Exercise data:
──────

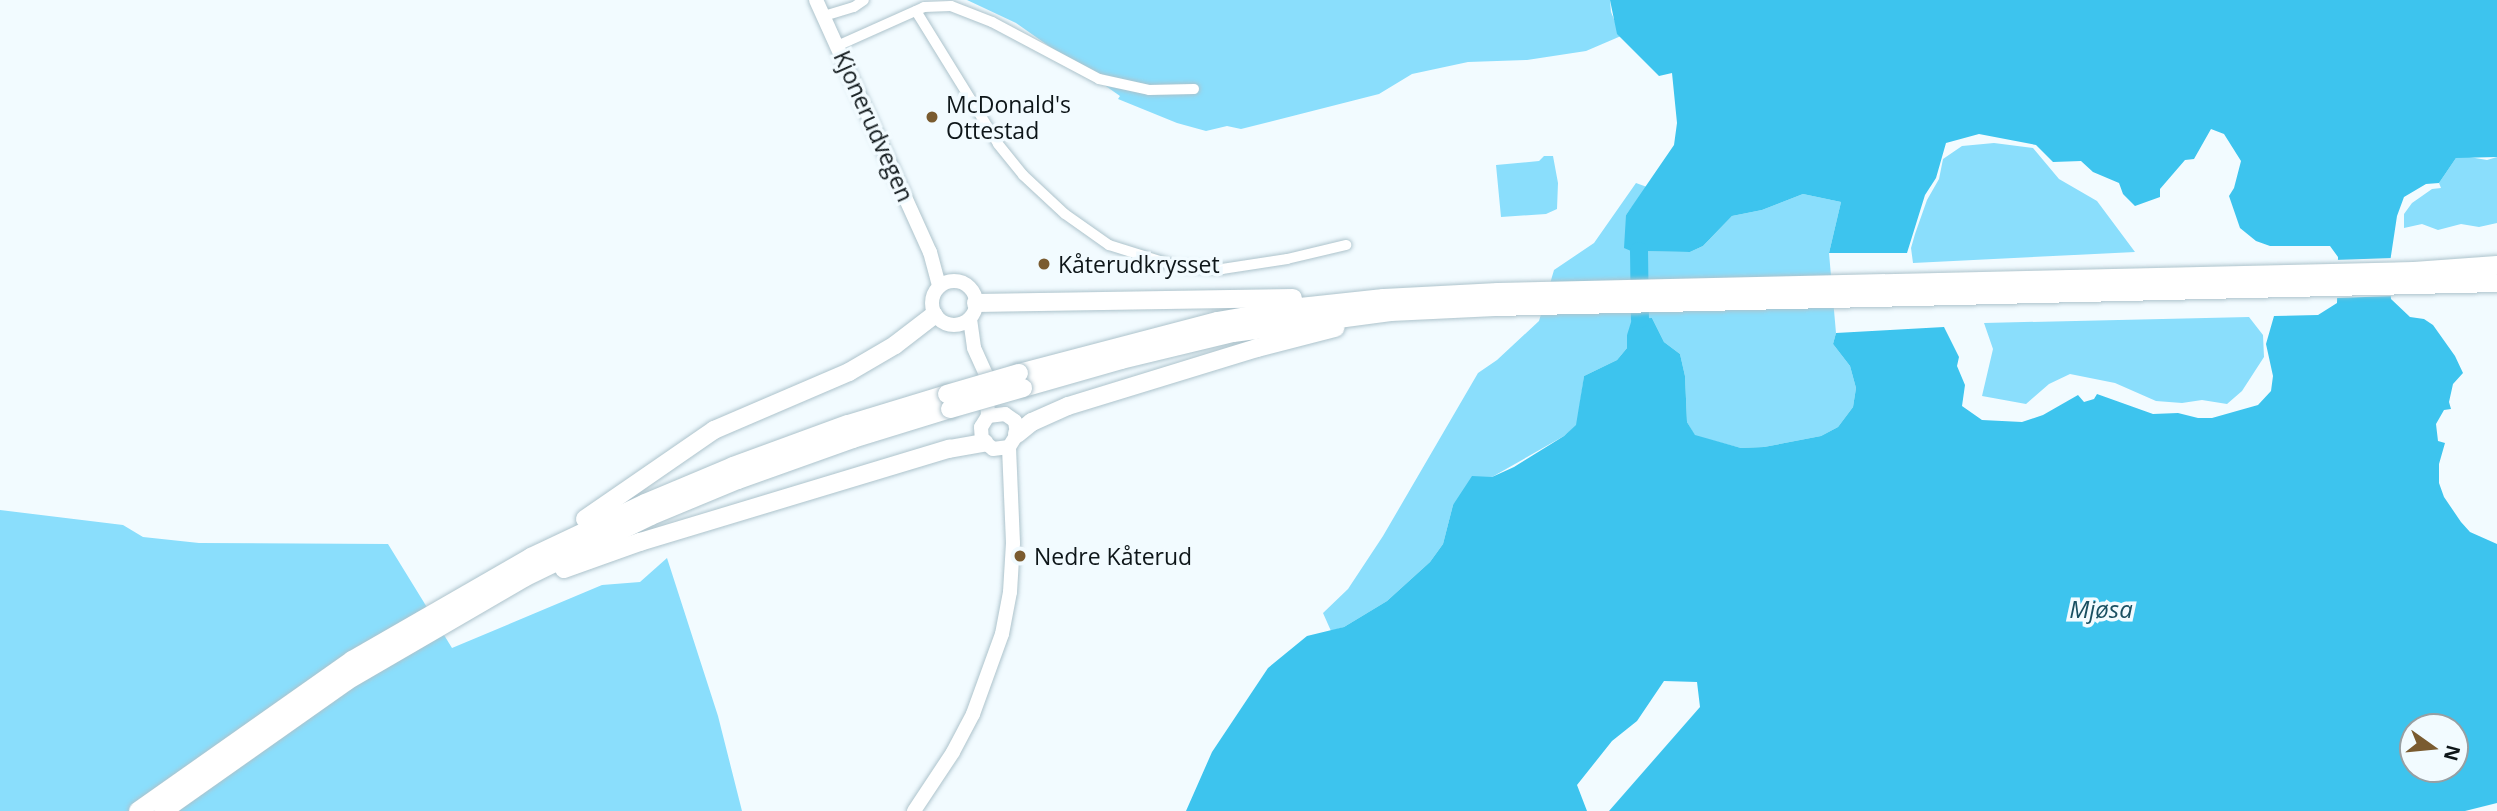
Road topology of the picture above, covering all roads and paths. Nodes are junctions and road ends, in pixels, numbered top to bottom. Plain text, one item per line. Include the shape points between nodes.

──────

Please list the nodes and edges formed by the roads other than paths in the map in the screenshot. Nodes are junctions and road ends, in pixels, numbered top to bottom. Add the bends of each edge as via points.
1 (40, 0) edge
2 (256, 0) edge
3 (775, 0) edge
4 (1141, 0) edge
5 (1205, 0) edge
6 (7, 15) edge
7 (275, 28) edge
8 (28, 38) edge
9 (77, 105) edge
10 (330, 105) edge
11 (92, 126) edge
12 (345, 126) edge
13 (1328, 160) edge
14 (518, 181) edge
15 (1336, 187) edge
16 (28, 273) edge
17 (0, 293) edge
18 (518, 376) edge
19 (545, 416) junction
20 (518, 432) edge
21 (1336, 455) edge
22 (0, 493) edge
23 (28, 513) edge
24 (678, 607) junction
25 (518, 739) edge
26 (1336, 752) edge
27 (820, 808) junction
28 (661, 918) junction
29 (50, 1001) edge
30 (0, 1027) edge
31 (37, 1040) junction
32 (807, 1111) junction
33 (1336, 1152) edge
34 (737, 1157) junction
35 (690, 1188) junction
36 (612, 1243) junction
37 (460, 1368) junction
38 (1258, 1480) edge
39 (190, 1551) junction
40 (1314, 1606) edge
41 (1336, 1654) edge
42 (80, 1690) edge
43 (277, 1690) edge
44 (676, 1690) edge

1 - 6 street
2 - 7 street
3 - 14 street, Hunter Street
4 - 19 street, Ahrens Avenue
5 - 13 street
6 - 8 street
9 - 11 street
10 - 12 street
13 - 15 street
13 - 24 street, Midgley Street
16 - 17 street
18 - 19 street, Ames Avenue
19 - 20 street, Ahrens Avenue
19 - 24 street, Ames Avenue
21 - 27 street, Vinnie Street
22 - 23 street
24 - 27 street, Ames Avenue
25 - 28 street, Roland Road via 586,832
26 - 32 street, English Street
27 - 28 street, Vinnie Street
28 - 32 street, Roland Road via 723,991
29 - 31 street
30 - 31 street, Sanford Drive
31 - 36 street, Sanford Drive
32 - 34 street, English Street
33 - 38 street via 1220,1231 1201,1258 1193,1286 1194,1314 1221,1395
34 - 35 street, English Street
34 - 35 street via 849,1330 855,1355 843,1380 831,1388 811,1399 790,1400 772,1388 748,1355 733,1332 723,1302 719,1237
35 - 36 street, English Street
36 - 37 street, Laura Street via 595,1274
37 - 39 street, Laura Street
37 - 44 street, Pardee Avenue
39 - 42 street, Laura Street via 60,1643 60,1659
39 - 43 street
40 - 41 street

──────

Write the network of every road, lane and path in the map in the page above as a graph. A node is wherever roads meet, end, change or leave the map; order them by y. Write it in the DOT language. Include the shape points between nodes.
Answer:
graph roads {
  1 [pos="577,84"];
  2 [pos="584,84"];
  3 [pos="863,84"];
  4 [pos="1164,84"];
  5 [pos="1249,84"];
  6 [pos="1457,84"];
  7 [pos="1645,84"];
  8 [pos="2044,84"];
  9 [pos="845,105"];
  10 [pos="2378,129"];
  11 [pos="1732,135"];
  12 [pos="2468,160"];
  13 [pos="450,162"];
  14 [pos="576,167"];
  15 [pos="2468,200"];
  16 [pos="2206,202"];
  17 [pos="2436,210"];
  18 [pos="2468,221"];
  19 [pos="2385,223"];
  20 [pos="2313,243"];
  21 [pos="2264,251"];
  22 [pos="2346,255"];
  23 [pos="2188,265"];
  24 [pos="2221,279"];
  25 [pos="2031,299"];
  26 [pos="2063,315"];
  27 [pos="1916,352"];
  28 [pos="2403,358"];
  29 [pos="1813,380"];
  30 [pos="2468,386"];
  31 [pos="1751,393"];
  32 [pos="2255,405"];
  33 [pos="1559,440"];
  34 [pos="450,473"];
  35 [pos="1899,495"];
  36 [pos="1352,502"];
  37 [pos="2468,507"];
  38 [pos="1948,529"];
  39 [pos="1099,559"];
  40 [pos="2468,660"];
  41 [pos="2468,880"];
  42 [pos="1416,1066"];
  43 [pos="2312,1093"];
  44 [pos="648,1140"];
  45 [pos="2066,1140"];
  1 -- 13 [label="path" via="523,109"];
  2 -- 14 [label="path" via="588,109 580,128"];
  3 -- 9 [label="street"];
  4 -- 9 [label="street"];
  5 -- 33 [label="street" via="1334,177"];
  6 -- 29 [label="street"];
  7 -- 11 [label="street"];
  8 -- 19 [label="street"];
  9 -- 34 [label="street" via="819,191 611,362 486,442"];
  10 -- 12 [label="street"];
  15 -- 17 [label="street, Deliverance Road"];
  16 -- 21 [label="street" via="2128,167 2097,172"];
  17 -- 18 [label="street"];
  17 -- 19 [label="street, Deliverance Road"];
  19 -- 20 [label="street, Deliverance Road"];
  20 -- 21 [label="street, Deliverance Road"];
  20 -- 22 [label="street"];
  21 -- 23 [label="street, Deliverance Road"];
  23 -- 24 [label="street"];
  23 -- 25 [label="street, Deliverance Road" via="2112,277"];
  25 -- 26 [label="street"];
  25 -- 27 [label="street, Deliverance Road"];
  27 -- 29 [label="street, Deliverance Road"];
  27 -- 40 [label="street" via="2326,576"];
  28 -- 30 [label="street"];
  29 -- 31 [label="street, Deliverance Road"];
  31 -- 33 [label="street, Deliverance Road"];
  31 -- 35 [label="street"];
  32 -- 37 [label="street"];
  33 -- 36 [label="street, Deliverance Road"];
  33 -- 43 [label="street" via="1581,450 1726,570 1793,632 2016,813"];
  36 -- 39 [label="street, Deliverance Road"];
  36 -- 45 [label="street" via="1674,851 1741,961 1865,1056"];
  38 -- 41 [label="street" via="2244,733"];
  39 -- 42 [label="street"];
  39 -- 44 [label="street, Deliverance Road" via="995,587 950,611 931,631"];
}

──────

Instructions for the task: Pull out every line of the records above that contains the word "Include".

Task answer:
Road topology of the picture above, covering all roads and paths. Nodes are junctions and road ends, in pixels, numbered top to bottom. Plain text, one item per line. Include the shape points between nodes.
Write the network of every road, lane and path in the map in the page above as a graph. A node is wherever roads meet, end, change or leave the map; order them by y. Write it in the DOT language. Include the shape points between nodes.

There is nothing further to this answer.